But anyway, the soup:Sesame Soba Soup (These measurements are very general– I would recommend just tossing the ingredients in, in these approximate amounts) 1/2 c. diced oniona few cloves of garlic, a few leeks (garlic leeks if you can find them), some scallions (or other allium vegetables, maybe a cup or two, total)– all chopped into small pieces (If you don’t have leeks or garlic leeks or scallions on hand, just use a bunch of garlic– maybe 4-5 cloves)
2 T garlic powder (if not using fresh garlic)
1 T ginger powder (or some fresh chopped ginger)
1/8 tsp. cayenne pepper
2 c. chicken or beef stock (optional; you can substitute water), plus 2 c. water (or 4 c. water, total)
1/3 c. good quality soy sauce
2 T fish sauce (optional)
2 T. brown sugar (or white sugar or agave nectar)
1 9.5 oz/269 g bag of soba noodles (or substitute Barilla Plus spaghetti noodles)
3 T sesame oil
1. In a large pot, heat some olive oil or butter on medium heat. Add onions, sprinkle them with about 1/2 tsp. salt, and cook for about 5 minutes. Let them brown a little bit but not burn.
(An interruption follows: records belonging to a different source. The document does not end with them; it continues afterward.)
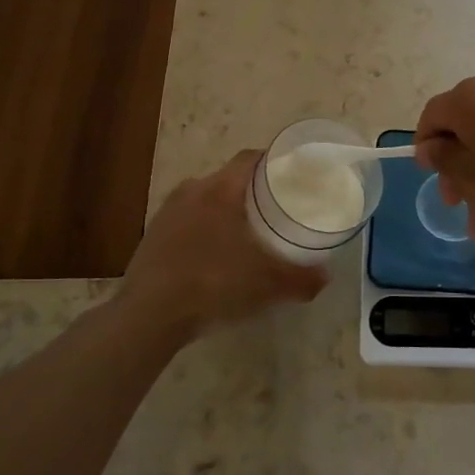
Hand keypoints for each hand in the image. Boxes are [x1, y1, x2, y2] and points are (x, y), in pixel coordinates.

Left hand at [118, 150, 328, 338]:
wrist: (148, 315)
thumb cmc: (213, 284)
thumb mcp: (267, 285)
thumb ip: (301, 278)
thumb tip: (325, 277)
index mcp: (221, 189)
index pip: (250, 158)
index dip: (273, 161)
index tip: (292, 175)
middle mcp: (192, 190)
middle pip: (229, 179)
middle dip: (252, 191)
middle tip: (275, 210)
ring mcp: (167, 212)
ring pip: (206, 200)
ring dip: (225, 212)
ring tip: (246, 234)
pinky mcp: (152, 236)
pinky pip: (187, 222)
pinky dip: (204, 232)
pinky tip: (214, 258)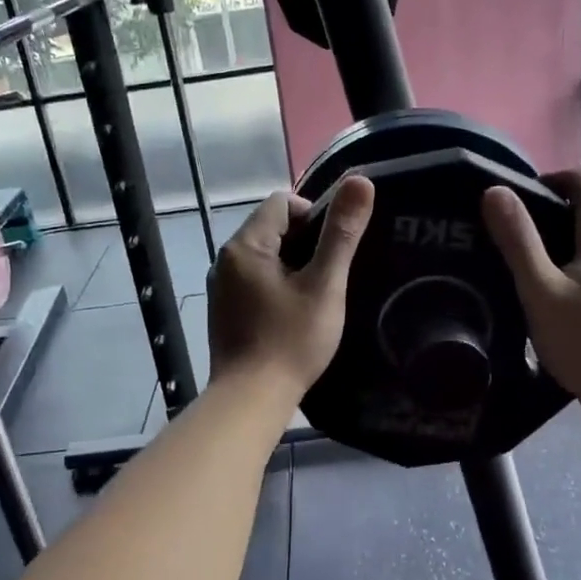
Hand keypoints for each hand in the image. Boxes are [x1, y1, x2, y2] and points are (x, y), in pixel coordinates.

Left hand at [208, 177, 374, 396]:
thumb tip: (360, 181)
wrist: (250, 398)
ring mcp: (220, 287)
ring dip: (291, 266)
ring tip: (316, 294)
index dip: (314, 215)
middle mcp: (225, 259)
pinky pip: (253, 281)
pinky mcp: (223, 311)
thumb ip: (342, 233)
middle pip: (271, 228)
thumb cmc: (291, 340)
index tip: (334, 247)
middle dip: (304, 242)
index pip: (282, 202)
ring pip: (263, 257)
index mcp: (246, 245)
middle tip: (330, 274)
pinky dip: (275, 286)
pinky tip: (293, 313)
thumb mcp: (324, 285)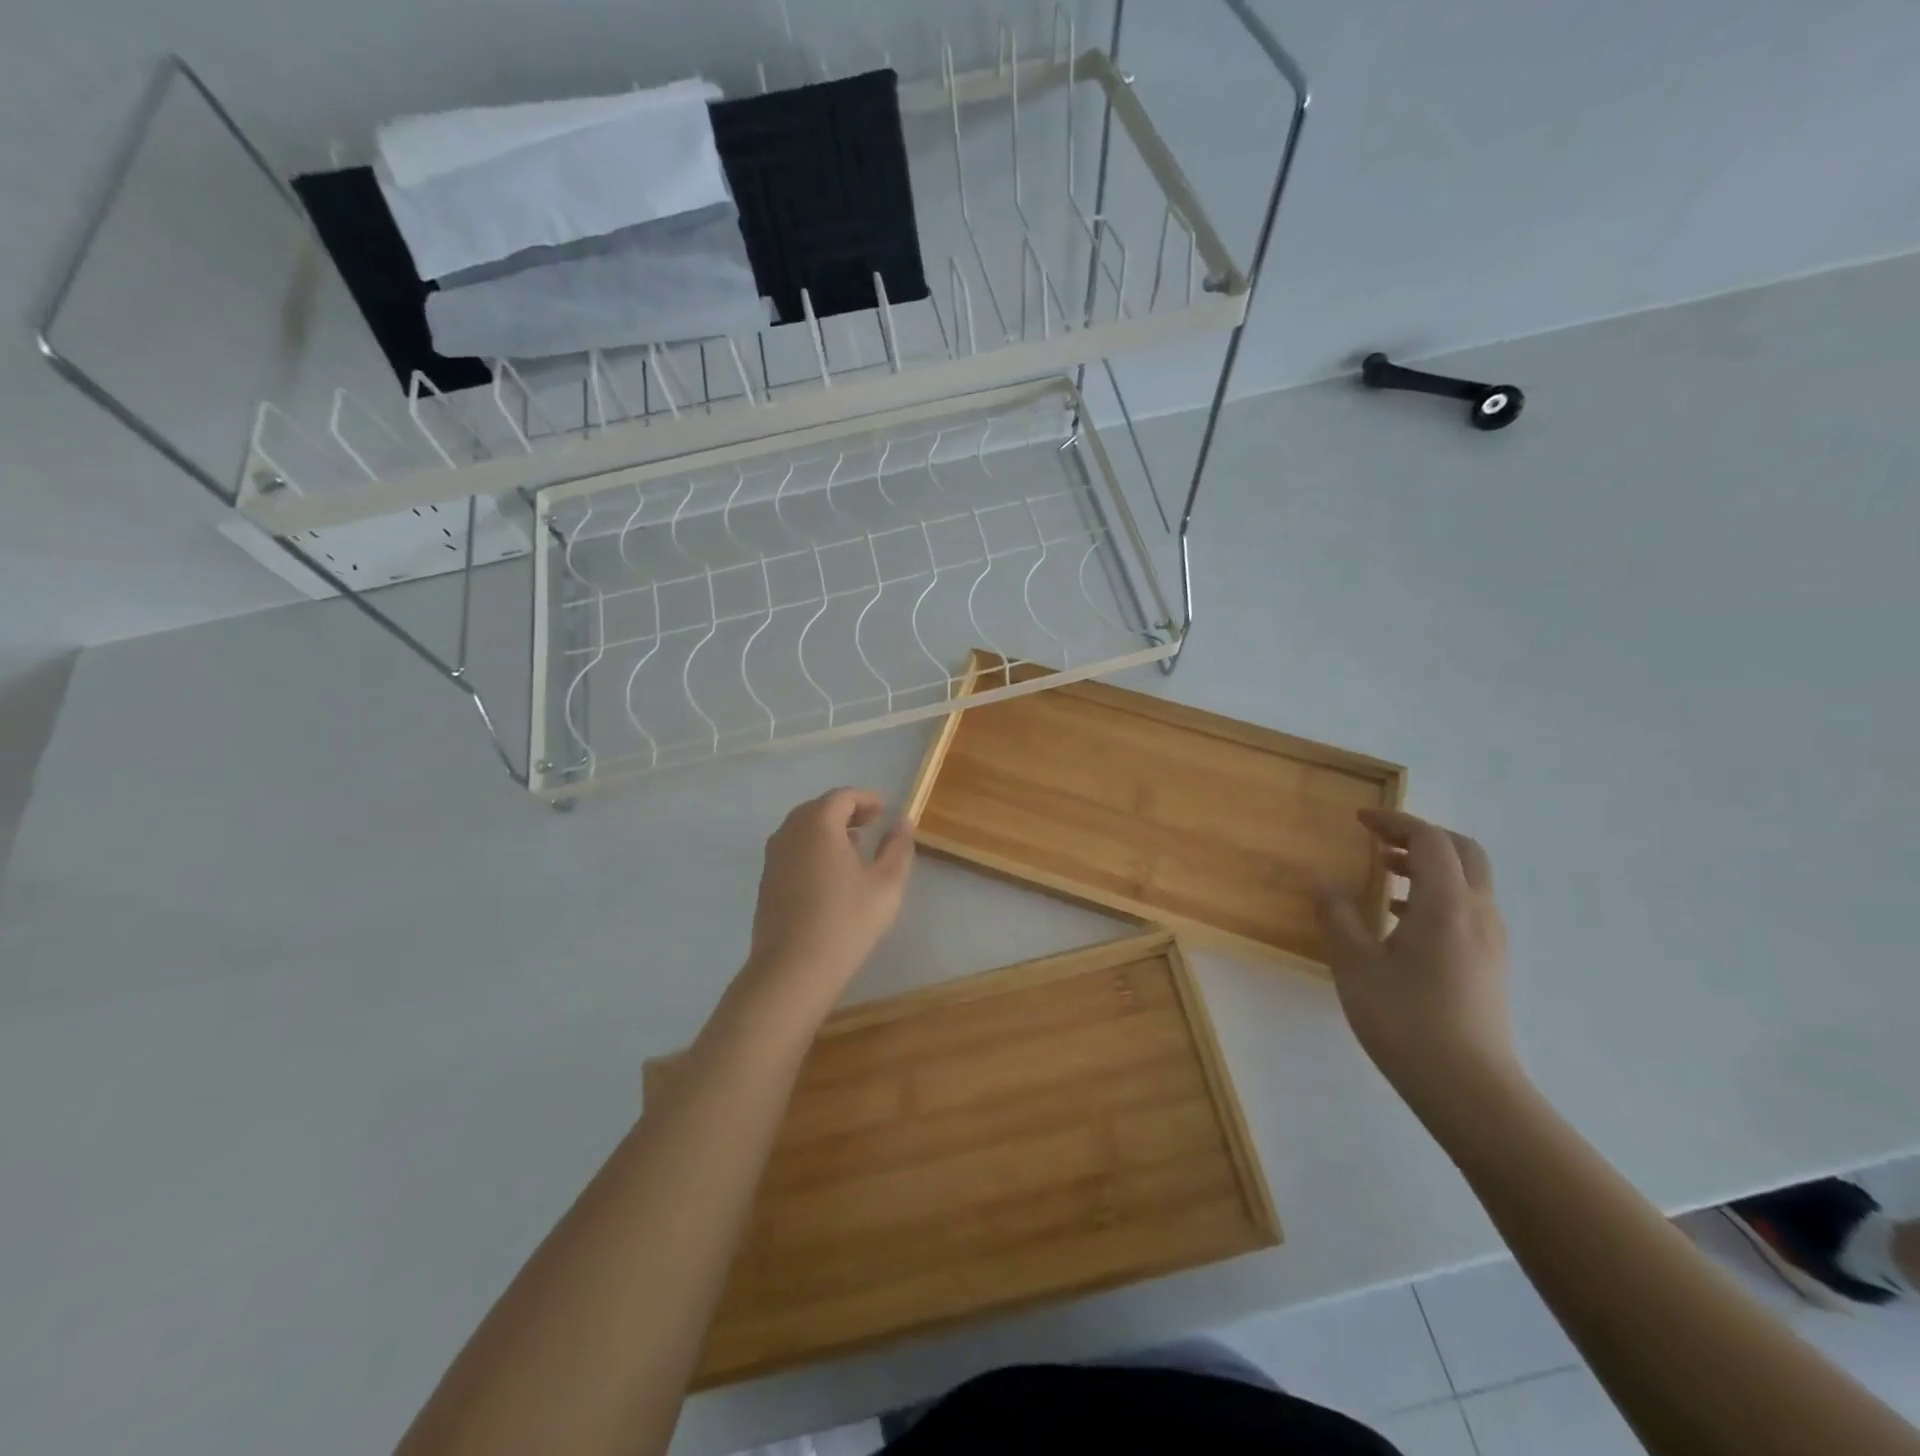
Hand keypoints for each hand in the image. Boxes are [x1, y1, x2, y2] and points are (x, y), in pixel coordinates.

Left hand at [743, 788, 914, 1010]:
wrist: (792, 970)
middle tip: (871, 826)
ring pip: (802, 829)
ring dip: (828, 831)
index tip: (885, 811)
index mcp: (818, 824)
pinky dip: (812, 849)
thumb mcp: (886, 884)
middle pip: (819, 809)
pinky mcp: (766, 881)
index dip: (866, 799)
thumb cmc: (846, 921)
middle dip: (847, 812)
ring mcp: (773, 857)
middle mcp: (789, 832)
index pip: (842, 796)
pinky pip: (792, 850)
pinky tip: (830, 876)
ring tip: (854, 849)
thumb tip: (902, 822)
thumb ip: (898, 847)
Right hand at [1314, 809, 1515, 1109]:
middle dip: (1420, 836)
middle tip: (1377, 840)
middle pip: (1462, 851)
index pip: (1429, 839)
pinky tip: (1400, 919)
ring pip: (1468, 880)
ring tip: (1383, 876)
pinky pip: (1466, 908)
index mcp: (1446, 903)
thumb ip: (1337, 914)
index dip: (1395, 821)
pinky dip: (1435, 894)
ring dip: (1428, 865)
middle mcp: (1478, 912)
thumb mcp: (1355, 963)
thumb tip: (1322, 879)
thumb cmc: (1405, 1018)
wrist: (1468, 1088)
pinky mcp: (1489, 963)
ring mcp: (1490, 940)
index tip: (1359, 820)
2. Add garlic, leeks, scallions, and stir with the onions for about 1 minute. Add ginger and cayenne. Stir for another minute, or until fragrant. Add chicken or beef stock and water (or just water), soy sauce, fish sauce, and sugar. Place a lid on the pot and bring to a low boil.
3. Add noodles to the pot, and cook (uncovered) for about 3-4 minutes, or until noodles are tender (soba noodles cook more quickly than regular flour noodles, so be careful not to overcook!)
4. Check seasonings– add a little more salt or soy sauce if you want. Ladle into bowls and top each bowl with about 1 T of sesame oil.
(You could also add just about any vegetables you have on hand to this soup, or top with some tempeh or leftover roasted chicken, etc.)